Tutto è partito da un’esigenza concreta, portata all’attenzione dell’amministrazione grazie all’impegno del consigliere Emanuele Fiore e dell’avvocata e insegnante Giovanna Moschitta. «Mi hanno raccontato le difficoltà quotidiane delle famiglie - racconta Moschitta - e ho deciso di aiutarle, insieme a Emanuele. Abbiamo incontrato l’assessore Reguzzoni e da lì è nata l’idea di creare un’associazione. È una vittoria che non ha colore politico: è una scelta di umanità, che mette al centro i bisogni reali».

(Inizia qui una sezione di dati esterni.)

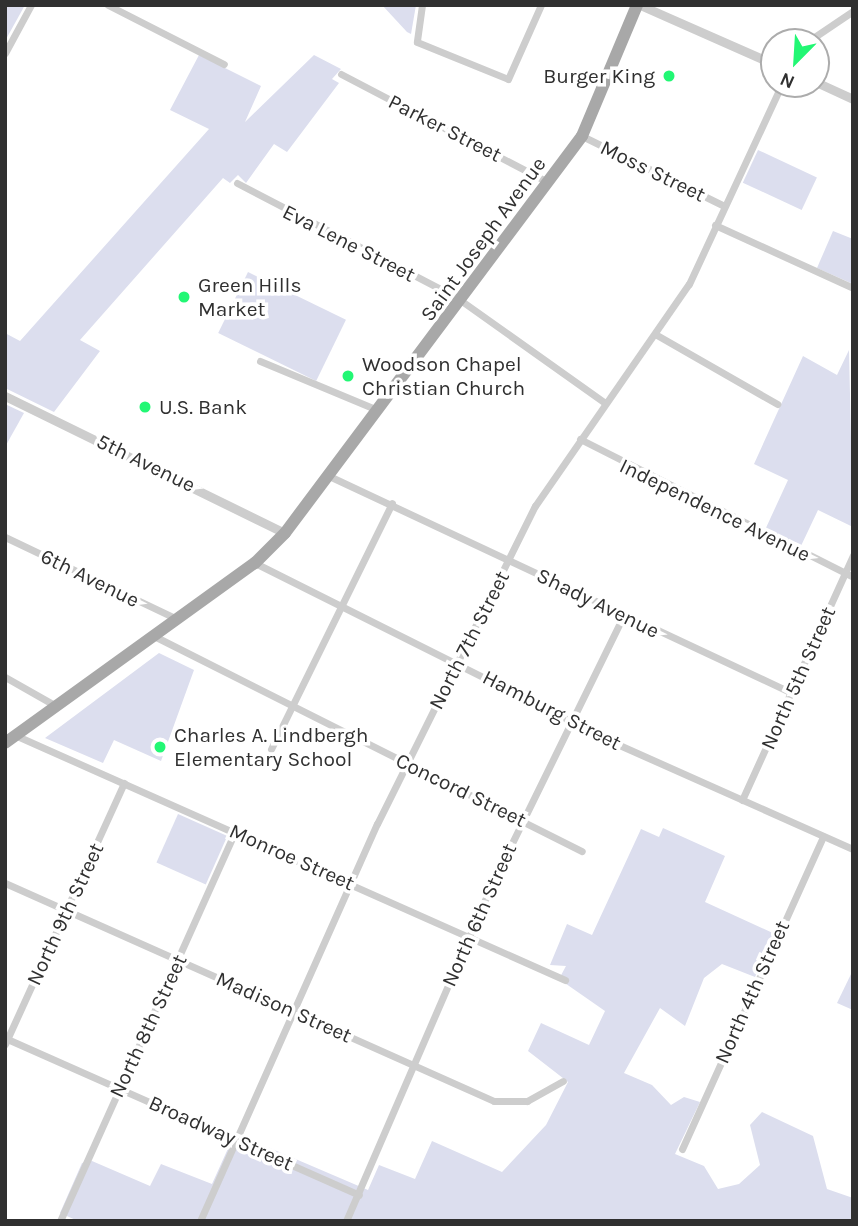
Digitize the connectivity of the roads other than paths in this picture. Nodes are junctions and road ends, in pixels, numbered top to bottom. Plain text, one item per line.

Dall’ascolto all’azione, il passo è stato breve. L’assessore Reguzzoni ha offerto il supporto del Comune e uno spazio fisico, il Luma Village, a cui si aggiungeranno durante l’inverno altre soluzioni più adatte. «Quando un’associazione nasce dai genitori, da persone speciali, è un doppio successo - ha detto l’assessore -. Trasformano la loro esperienza in qualcosa di concreto, positivo, contagioso. Il mio plauso va a loro».

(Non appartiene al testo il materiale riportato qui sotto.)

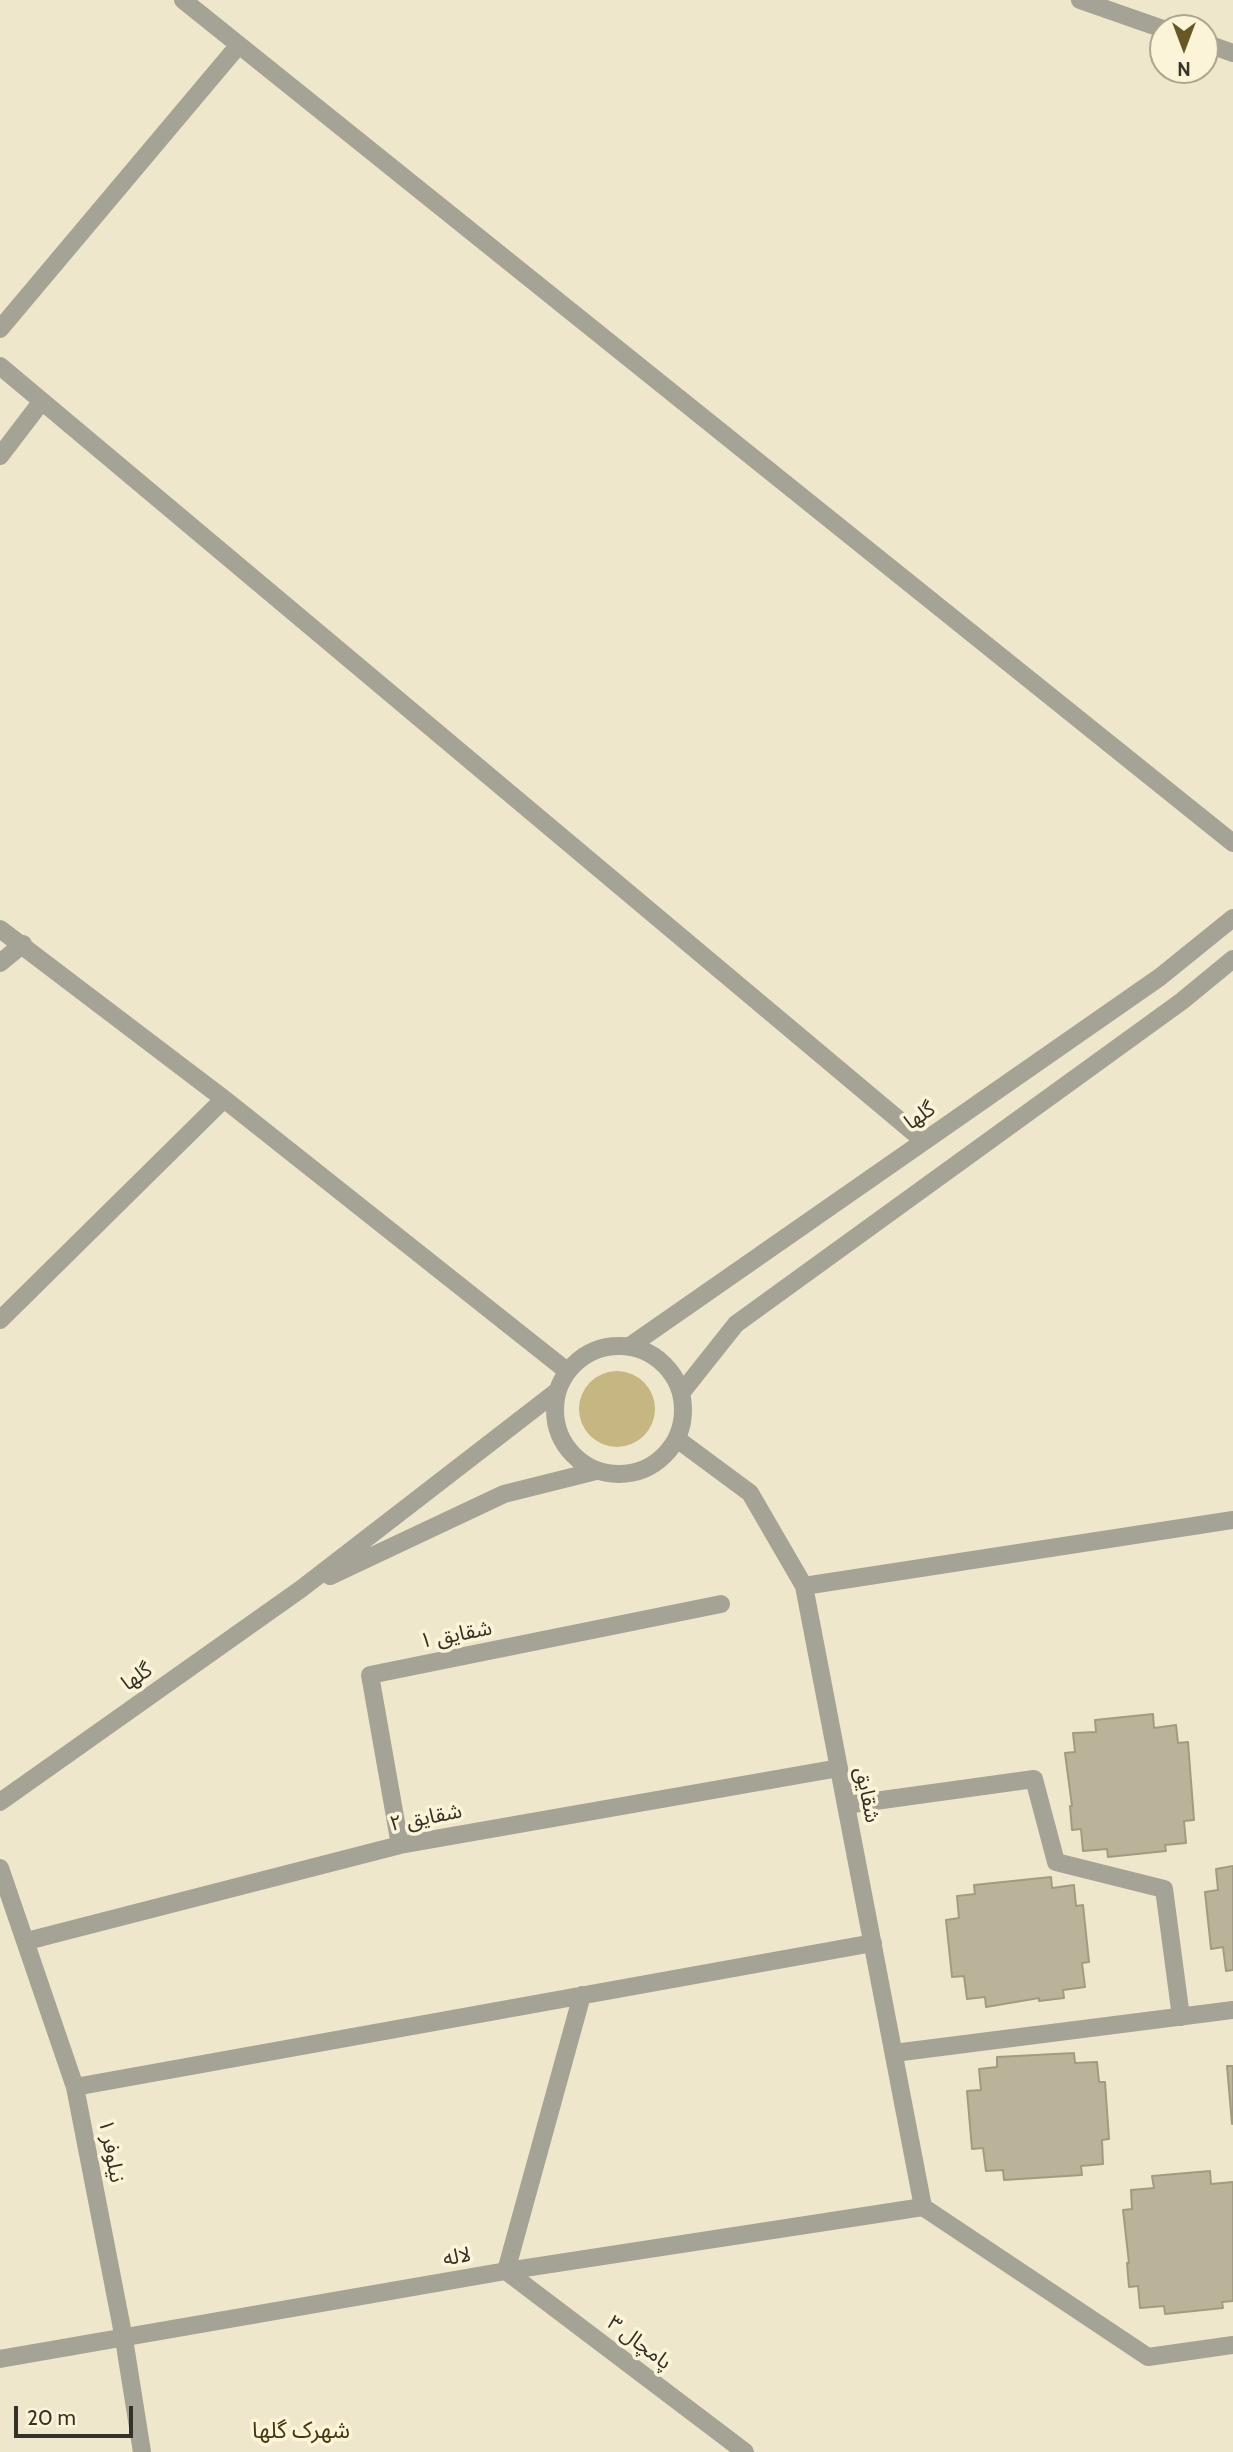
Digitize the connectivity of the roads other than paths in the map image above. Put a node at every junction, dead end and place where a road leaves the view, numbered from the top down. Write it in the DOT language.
graph roads {
  1 [pos="183,0"];
  2 [pos="1080,0"];
  3 [pos="1149,24"];
  4 [pos="238,46"];
  5 [pos="0,329"];
  6 [pos="0,366"];
  7 [pos="42,401"];
  8 [pos="0,456"];
  9 [pos="1233,843"];
  10 [pos="1233,918"];
  11 [pos="0,929"];
  12 [pos="23,944"];
  13 [pos="1233,959"];
  14 [pos="0,963"];
  15 [pos="224,1099"];
  16 [pos="924,1141"];
  17 [pos="0,1320"];
  18 [pos="630,1346"];
  19 [pos="567,1371"];
  20 [pos="556,1392"];
  21 [pos="682,1392"];
  22 [pos="677,1439"];
  23 [pos="596,1471"];
  24 [pos="1233,1520"];
  25 [pos="804,1586"];
  26 [pos="301,1589"];
  27 [pos="721,1604"];
  28 [pos="839,1768"];
  29 [pos="0,1802"];
  30 [pos="846,1805"];
  31 [pos="400,1845"];
  32 [pos="0,1868"];
  33 [pos="27,1941"];
  34 [pos="873,1943"];
  35 [pos="582,1995"];
  36 [pos="1233,2010"];
  37 [pos="1181,2017"];
  38 [pos="894,2053"];
  39 [pos="75,2087"];
  40 [pos="923,2207"];
  41 [pos="506,2271"];
  42 [pos="124,2339"];
  43 [pos="1233,2345"];
  44 [pos="0,2359"];
  45 [pos="142,2452"];
  46 [pos="745,2452"];
  1 -- 4 [label="street"];
  2 -- 3 [label="street"];
  4 -- 5 [label="street"];
  4 -- 9 [label="street"];
  6 -- 7 [label="street"];
  7 -- 8 [label="street"];
  7 -- 16 [label="street"];
  10 -- 16 [label="street, گلها"];
  11 -- 12 [label="street"];
  12 -- 14 [label="street"];
  12 -- 15 [label="street"];
  13 -- 21 [label="street"];
  15 -- 17 [label="street"];
  15 -- 19 [label="street"];
  16 -- 18 [label="street, گلها"];
  18 -- 19 [label="street"];
  18 -- 21 [label="street"];
  19 -- 20 [label="street"];
  20 -- 23 [label="street"];
  20 -- 26 [label="street, گلها"];
  21 -- 22 [label="street"];
  22 -- 23 [label="street"];
  22 -- 25 [label="street, شقایق"];
  23 -- 26 [label="street, گلها"];
  24 -- 25 [label="street"];
  25 -- 28 [label="street, شقایق"];
  26 -- 29 [label="street, گلها"];
  27 -- 31 [label="street, شقایق ۱"];
  28 -- 30 [label="street, شقایق"];
  28 -- 31 [label="street, شقایق ۲"];
  30 -- 34 [label="street, شقایق"];
  30 -- 37 [label="street"];
  31 -- 33 [label="street, شقایق ۲"];
  32 -- 33 [label="street, نیلوفر ۱"];
  33 -- 39 [label="street, نیلوفر ۱"];
  34 -- 35 [label="street"];
  34 -- 38 [label="street, شقایق"];
  35 -- 39 [label="street"];
  35 -- 41 [label="street"];
  36 -- 37 [label="street"];
  37 -- 38 [label="street"];
  38 -- 40 [label="street, شقایق"];
  39 -- 42 [label="street, نیلوفر ۱"];
  40 -- 41 [label="street, لاله"];
  40 -- 43 [label="street"];
  41 -- 42 [label="street, لاله"];
  41 -- 46 [label="street, پامچال ۳"];
  42 -- 44 [label="street, لاله"];
  42 -- 45 [label="street, نیلوفر ۱"];
}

Atilibà non è sola. Al suo fianco si è subito schierato Franco Castiglioni, presidente di Aias: «Da tempo cerchiamo di fare rete con queste realtà che nascono dal coraggio dei genitori. Spesso rischiano di spegnersi per mancanza di sostegno. Vogliamo esserci, per non disperdere questo entusiasmo e dare continuità».
Anche il presidente dell’associazione, Luca Bottigelli, papà di una bambina con disabilità, condivide la stessa energia: si lavora sodo per settembre e ottobre, quando l’obiettivo sarà quello di far conoscere Atilibà a nuove famiglie, ampliando il gruppo e dando forma a nuove attività, tra cui sport, laboratori, gruppi di mutuo aiuto per fratelli e sorelle.
Oggi Atilibà è un seme. Ma è stato piantato con amore e già germoglia. È la prova che, anche nel mondo al contrario, si può costruire qualcosa di meravigliosamente dritto.